SciCoder Recap


Given an infinite number of astronomers with an infinite number of Macs, somebody will eventually get a PhD.

Last week, I attended the annual SciCoder workshop with fellow Astrobite author Adele Plunkett and about 30 other students and postdocs. SciCoder is an annual workshop in New York City for early-career astronomers with the tagline: How I Learned To Stop Hating Coding and Start Getting Things Done.

Our guide for the week was Demitri Muna. He told a story about when he began graduate school, and at that time he assumed his peers were just as obsessed with the inner workings of computers as he was. He was dismayed to learn that many graduate students were never formally taught proper computing techniques, and were essentially reinventing the wheel to perform basic tasks. Thus, SciCoder was born.

While SciCoder’s target audience is graduate students and postdocs, there were a couple of undergraduate attendees too. If you’re interested in diving deeper into astronomy research and want to get a head start, consider making SciCoder part of your summer next year.

Over the course of one week, we were inundated with tips and tricks for all manner of things related to computers and astronomy. We had several opportunities to practice our new skills with research-inspired problems. Here are some of the main lessons I took away.

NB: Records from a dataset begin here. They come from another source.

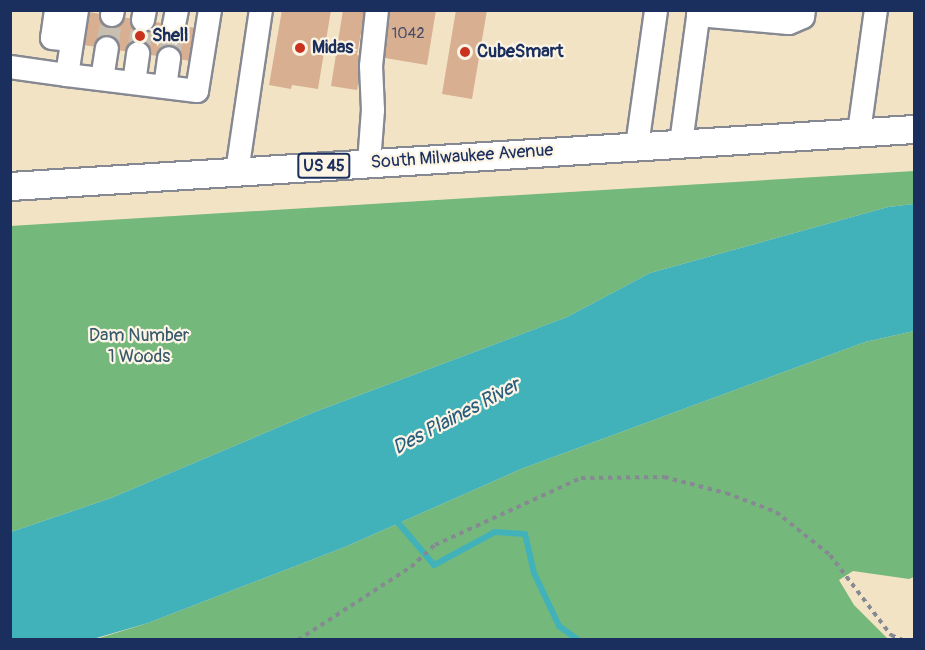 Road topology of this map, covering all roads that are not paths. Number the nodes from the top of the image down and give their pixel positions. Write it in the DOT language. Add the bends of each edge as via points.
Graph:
graph roads {
  1 [pos="56,10"];
  2 [pos="77,10"];
  3 [pos="210,10"];
  4 [pos="261,10"];
  5 [pos="377,10"];
  6 [pos="656,10"];
  7 [pos="804,10"];
  8 [pos="876,10"];
  9 [pos="699,13"];
  10 [pos="72,40"];
  11 [pos="107,48"];
  12 [pos="138,53"];
  13 [pos="170,58"];
  14 [pos="10,67"];
  15 [pos="67,75"];
  16 [pos="102,79"];
  17 [pos="134,83"];
  18 [pos="165,87"];
  19 [pos="915,129"];
  20 [pos="859,132"];
  21 [pos="681,143"];
  22 [pos="637,146"];
  23 [pos="369,163"];
  24 [pos="237,172"];
  25 [pos="10,186"];
  1 -- 10 [label="street" via="52,38"];
  2 -- 10 [label="street"];
  3 -- 18 [label="street" via="197,91"];
  4 -- 24 [label="street"];
  5 -- 23 [label="street" via="371,66"];
  6 -- 22 [label="street"];
  7 -- 9 [label="street" via="803,16 789,23"];
  8 -- 20 [label="street"];
  9 -- 21 [label="street"];
  10 -- 15 [label="street"];
  11 -- 16 [label="street"];
  12 -- 17 [label="street"];
  13 -- 18 [label="street"];
  14 -- 15 [label="street"];
  15 -- 16 [label="street"];
  16 -- 17 [label="street"];
  17 -- 18 [label="street"];
  19 -- 20 [label="main road, South Milwaukee Avenue / US 45"];
  20 -- 21 [label="main road, South Milwaukee Avenue / US 45"];
  21 -- 22 [label="main road, South Milwaukee Avenue / US 45"];
  22 -- 23 [label="main road, South Milwaukee Avenue / US 45"];
  23 -- 24 [label="main road, South Milwaukee Avenue / US 45"];
  24 -- 25 [label="main road, South Milwaukee Avenue / US 45"];
}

  • The Python programming language is your friend for almost any problem you can imagine. Your most valuable resource is your time, and Python is both easy to learn and intuitive to use. It is a very “high-level” language, which means you don’t have to worry about how arrays work or write a sorting algorithm, and instead you can get on with solving research problems. This is not the case with IDL, C, or many other programming languages. Switching to Python now will save you time in the long run.
  • Many tools exist to make Python even more useful for astronomy purposes: packages like NumPy, SciPy, Matplotlib, and Astropy, just to name a few. They are all well-documented, and you can find answers for many basic questions just with google. IPython is a more interactive way to use Python. For example, you can create IPython Notebooks that combine text, code, and figures into a single interactive website.
  • Astropy in particular is an excellent resource. We had a visit from Erik Tollerud, one of the Astropy project coordinators. He talked us through the coordinates, units, and FITS file handling features.


  • Most astronomers who don’t feel at home in unix or Linux use a Mac. This is because Macs are user-friendly, efficient, and reliable while having many Linux-like capabilities. The ratio of Mac to Linux at SciCoder was about 4:1. (No Windows allowed! All participants were required to bring a laptop with OS X or Linux installed along with a suite of software we used throughout the week.) I’m glad I took the leap into Mac-land two years ago.
  • We learned how to customize our computers for everyday tasks in astronomy. Many of these are Mac-specific, but some are OS agnostic. This included new ways to ssh into a remote machine, customize your terminal appearance, write README files with Markdown, synchronize a research notebook with Evernote, decipher and use regular expressions, and write and run programs with TextWrangler.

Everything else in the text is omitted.